Just like at the front, Jack reaches for the knob and it turns easily. He clutches his rifle in both hands and kicks the door open gently with his foot. Nobody comes out shooting, so I count that as a win. I hold my breath as he kicks the door the rest of the way open and steps into the bedroom.

“Empty!” he calls. What the…?

Jack looks in the bathroom too, and that’s also empty. My elation at not having to crouch down in a bush anymore to pee is tempered by my uneasiness about this entire situation. Even though we haven’t found anyone in this cabin, somebody is living here. I mean, there’s a half-eaten sandwich on the table. Nobody goes home from their vacation cabin and leaves half-eaten food on the table. Well, most people wouldn’t.

I go over to the bedroom and look inside. There’s a small twin mattress in the center of the room on a rusted metal bed frame. Some covers are lying in a pile in the center of the bed.
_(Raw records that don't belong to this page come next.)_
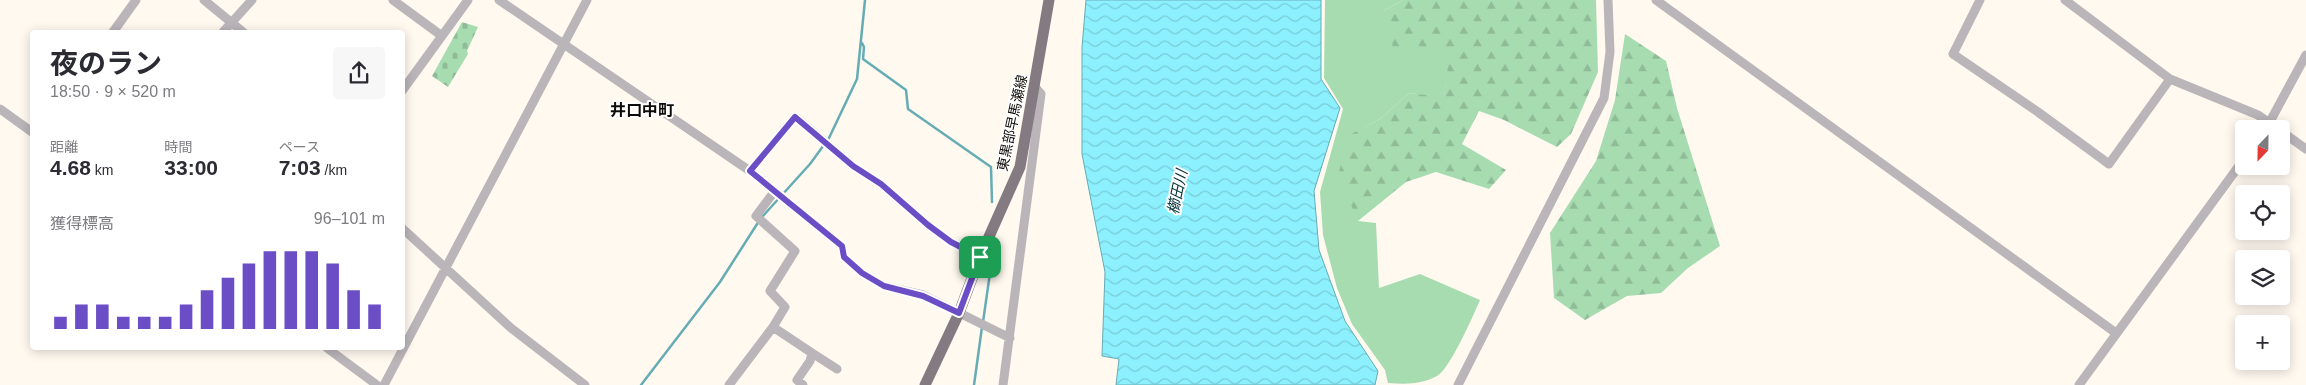 <!DOCTYPE html>
<html lang="ja">
<head>
<meta charset="utf-8">
<style>
  body { margin:0; font-family:Helvetica,"Noto Sans JP",sans-serif; background:#f7f7f7; color:#2b2b33; height:100vh; display:flex; flex-direction:column; font-size:19px; white-space:nowrap }
  * { box-sizing:border-box; margin:0 }
  p { font-size:16px; color:#7c7c81 }
  .icon { flex:none; width:28px; height:28px; fill:none; stroke:currentColor; stroke-width:2; stroke-linecap:round; stroke-linejoin:round }
  .map { position:relative; flex:1; overflow:hidden }
  .side { position:absolute; left:30px; top:30px; width:375px; height:320px; display:flex; flex-direction:column; background:#fff; border-radius:5px; box-shadow:0 2px 12px #0003 }
  .side>* { flex:none }
  .needle { width:32px; rotate:202deg }
  .controls { position:absolute; left:2235px; top:120px; display:grid; gap:10px }
  .controls a { display:grid; place-items:center; width:55px; height:55px; border-radius:5px; background:#fff; box-shadow:0 2px 12px #0003; font-size:25px }
  .pin { position:absolute; display:grid; place-items:center; width:42px; height:42px; color:#fff; margin:-21px; border-radius:10px; box-shadow:0 2px 8px #0006 }
  .round { display:grid; place-items:center; flex:none; width:52px; height:52px; border-radius:5px; background:#f7f7f7 }
  .overview { display:flex; align-items:center; justify-content:space-between; height:85px; padding:0 20px }
  h1 { font-size:28px; font-weight:700; line-height:38px }
  .stats { display:grid; grid-template-columns:repeat(3,1fr); gap:8px; height:85px; padding:5px 20px }
  .stats div { display:grid; align-content:center }
  .stats b { font-size:21px; font-weight:700 }
  .stats small { font-size:14px; font-weight:400 }
  .stats p { font-size:14px }
  .chart { height:140px; padding:10px 20px }
  .chart p { display:flex; justify-content:space-between }
  .chart svg { width:100%; height:90px; margin-top:5px; stroke:#6b4dc6; stroke-width:6 }
  .map>svg:first-child { display:block }
</style>
</head>
<body>
<div class="map">
<svg width="2306" height="385" viewBox="0 0 2306 385">
  <defs>
    <pattern id="forest-firs" width="22" height="20" patternUnits="userSpaceOnUse" patternTransform="scale(1.25)"><rect width="22" height="20" fill="#a7dcb1"/><path d="M5 1l3.5 6h-7zM16 11l3.5 6h-7z" fill="#8fbc97"/></pattern>
    <pattern id="cemetery-stones" width="16" height="16" patternUnits="userSpaceOnUse" patternTransform="scale(1.25)"><rect width="16" height="16" fill="#a7dcb1"/><path d="M2 7V4a2 2 0 0 1 4 0v3zM10 15v-3a2 2 0 0 1 4 0v3z" fill="#8fbc97"/></pattern>
    <pattern id="water-waves" width="16" height="10" patternUnits="userSpaceOnUse" patternTransform="scale(1.25)"><rect width="16" height="10" fill="#8cf0fe"/><path d="M0 5q4-4 8 0t8 0" fill="none" stroke="#78cdd8"/></pattern>
  </defs>
  <rect width="100%" height="100%" fill="#fff9f0"/>
  <path fill="#a7dcb1" d="M1325,0H1403L1383,11L1451,49L1444,98L1409,93L1380,119L1350,135L1358,221L1376,223L1379,288L1420,274L1480,300C1473,316 1450,369 1437,376C1421,385 1405,384 1388,383L1385,370L1352,324L1337,288L1323,235L1320,192L1343,109L1324,78Z"/>
  <path fill="url(#forest-firs)" d="M1403,0H1596L1598,72L1571,134L1557,147L1504,120L1479,111L1462,144L1506,170L1489,189L1436,172L1406,182L1358,221L1338,175L1349,135L1380,119L1409,93L1444,97L1450,49L1393,47L1383,11Z
    M1625,34L1666,61L1677,108L1720,246L1688,268L1661,293L1627,296L1585,320L1554,298L1550,233L1596,161L1615,100Z"/>
  <path fill="url(#cemetery-stones)" d="M462,22L478,27L467,51L468,54L448,87L432,76Z"/>
  <path fill="url(#water-waves)" stroke="#66acb4" d="M1086,0H1321V79L1340,108L1314,191L1319,250L1345,321L1378,371L1375,385H1116L1119,359L1102,356L1105,272L1082,154V47Z"/>
  <g fill="none" stroke-linecap="round" stroke-linejoin="round">
    <path stroke="#66acb4" stroke-width="2.5" d="M862,43L864,47L863,59L906,90L908,109L991,167L992,202
      M762,217L810,164L829,138L857,79L865,0
      M983,322L992,259
      M641,385L720,282L759,221
      M974,385L982,327"/>
    <path stroke="#bab5b9" stroke-width="9" d="M204,0L243,32
      M393,0L442,36
      M499,0L750,171L842,246L844,257L862,273L884,286L923,295L1010,338
      M1656,0L2116,333
      M1980,0L1953,54L2038,112L2109,164L2170,79
      M2065,0L2170,79L2258,115L2278,129
      M113,32L136,0
      M223,32L252,0
      M402,91L468,0
      M0,109L32,132
      M2266,129L2306,55
      M2281,131L2306,149
      M750,171L795,117L797,118L853,166L881,184L928,225L951,242L980,257
      M774,192L756,216L795,251L770,291L785,307L773,327L812,353L810,361L797,380L803,385
      M402,228L511,328L585,385
      M327,348L377,385
      M812,353L837,369
      M384,385L587,0
      M729,385L773,327
      M1003,385L1041,94L1035,87
      M1458,385L1604,98L1610,52L1608,0
      M2079,385L2244,159"/>
    <path stroke="#847b82" stroke-width="11" d="M925,385L959,313L980,257L1020,167L1049,0"/>
  </g>
  <g fill="none" stroke-linecap="round" stroke-linejoin="round">
    <g stroke="#fff" stroke-width="10">
      <path id="route" d="M795,117L853,166L881,184L928,225L951,242L980,257L959,313L923,296L884,286L862,273L844,257L842,246L750,171Z"/>
    </g>
    <use href="#route" stroke="#6b4dc6" stroke-width="6"/>
  </g>
  <g text-anchor="middle" dominant-baseline="central" stroke-width="4" stroke-linejoin="round" paint-order="stroke">
    <g font-size="14" fill="#0e0c08" stroke="#fff">
      <text transform="translate(1012 123) rotate(-78)">東黒部早馬瀬線</text>
    </g>
    <g font-size="15" font-style="italic" fill="#003036" stroke="#fff">
      <text transform="translate(1177 192) rotate(-78)">櫛田川</text>
    </g>
    <g font-size="16" font-weight="bold" fill="#0e0c08" stroke="#fff">
      <text x="642" y="110">井口中町</text>
    </g>
  </g>
</svg>
<div class="controls">
<a><svg class="needle" viewBox="-14 -14 28 28"><path d="M0-13l5 13h-10z" fill="#e53935"/><path d="M0 13l5-13h-10z" fill="#7c7c81"/></svg></a>
<a><svg class="icon" aria-label="locate" viewBox="0 0 24 24"><circle cx="12" cy="12" r="6"/><path d="M12 2v4M12 18v4M2 12h4M18 12h4"/></svg></a>
<a><svg class="icon" aria-label="layers" viewBox="0 0 24 24"><path d="M12 4l9 5-9 5-9-5zM3 14l9 5 9-5"/></svg></a>
<a>+</a>
</div>
<div class="pin" style="left:980px;top:257px;background:#1e9e55"><svg class="icon" aria-label="arrive" viewBox="0 0 24 24"><path d="M6 21V4h12l-3 4 3 4H6"/></svg></div>
<section class="side">
<div class="overview"><div><h1>夜のラン</h1><p>18:50 · 9 × 520 m</p></div><a class="round"><svg class="icon" aria-label="share" viewBox="0 0 24 24"><path d="M12 15V3M7 8l5-5 5 5M5 13v7h14v-7"/></svg></a></div>
<div class="stats">
<div><p>距離</p><b>4.68<small> km</small></b></div>
<div><p>時間</p><b>33:00</b></div>
<div><p>ペース</p><b>7:03<small> /km</small></b></div>
</div>
<div class="chart"><p><span>獲得標高</span>96–101 m</p>
<svg viewBox="0 0 160 44" preserveAspectRatio="none"><path d="M5 44V38M15 44V32M25 44V32M35 44V38M45 44V38M55 44V38M65 44V32M75 44V25M85 44V19M95 44V12M105 44V6M115 44V6M125 44V6M135 44V12M145 44V25M155 44V32"/></svg>
</div>
</section>
</div>
</body>
</html>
I’m not saying whoever lives here was obligated to make their bed, but it seems like a place where somebody has slept recently. Very recently.

“There’s got to be somebody living here,” I say.

Jack shrugs. “I don’t know what to tell you. There’s nobody here. And I don’t see a car. How would somebody get here without a car?”

“Has anyone seen a phone?” Noah asks.

That’s a great question. I take my cell phone out of my purse, hoping the battery has suddenly come back to life. No such luck. Noah is in the same boat. Jack was smart enough to turn off his phone early on, but when he turns it on now, he still has no reception.

But this place may have a landline. We start to search.

As I walk around the dilapidated cabin, I still can’t shake the feeling that someone was living here very, very recently. That sandwich. Somebody was eating that sandwich. It doesn’t look like it’s been sitting on the table for months. It looks fresh.

I check out the contents of the refrigerator. It’s not packed to the brim, but it’s well-stocked. There are bread and lunch meat. And a container of milk. I pull out the carton of milk and look at the expiration date. It’s three days from today.

“A phone jack!” Noah calls out.

I run over to where he’s pointing. There’s a jack in the wall of the cabin for the phone to be plugged in. Except there’s nothing plugged into it. No phone.

“Well, that’s not helpful,” Jack grumbles.

Why wouldn’t the person living here have a phone? Or are they some sort of recluse? The cabin doesn’t seem to have electricity either. Jack says the refrigerator is running on gas power, so that’s fine. I don’t need electricity. I’m just happy about the running water and food.

Since the search for a phone has not come up with anything, we decide to eat some lunch and figure out our next move. Noah makes us all sandwiches, and it takes all my willpower not to scarf mine down in three bites.

“I think we should stay put,” Noah says. “We’ve got food and running water. Claire’s sister probably knows something is wrong by now because we haven’t checked on the kids. I’m sure somebody has started searching for us.”

“I agree,” Jack says.

“Yes…” I agree with them in theory. I don’t want to leave this cabin and go back out there. But at the same time, something about this place is making me very uncomfortable. “But what if the person living here comes back?”

“That would be good,” Jack says. “They probably have a car and might be able to drive us to the inn.”

“Yeah…” I look around the cabin, which is reeking with the presence of another person who was here very recently. “But what happened to the person who is living here? I mean, who leaves their home with a half-eaten sandwich on the table?”

Jack raises his hand. “I’ve done that.” “You have?”

He shrugged. “Sure. You make yourself a sandwich. Then you forget about it when you get a phone call. And then you leave the house with the sandwich still on the table.”

I don’t entirely buy it. I look over at Noah, who has the same uneasy expression on his face that I do. Someone is living here. Someone left this house in a great hurry. And I would like to know what happened to them.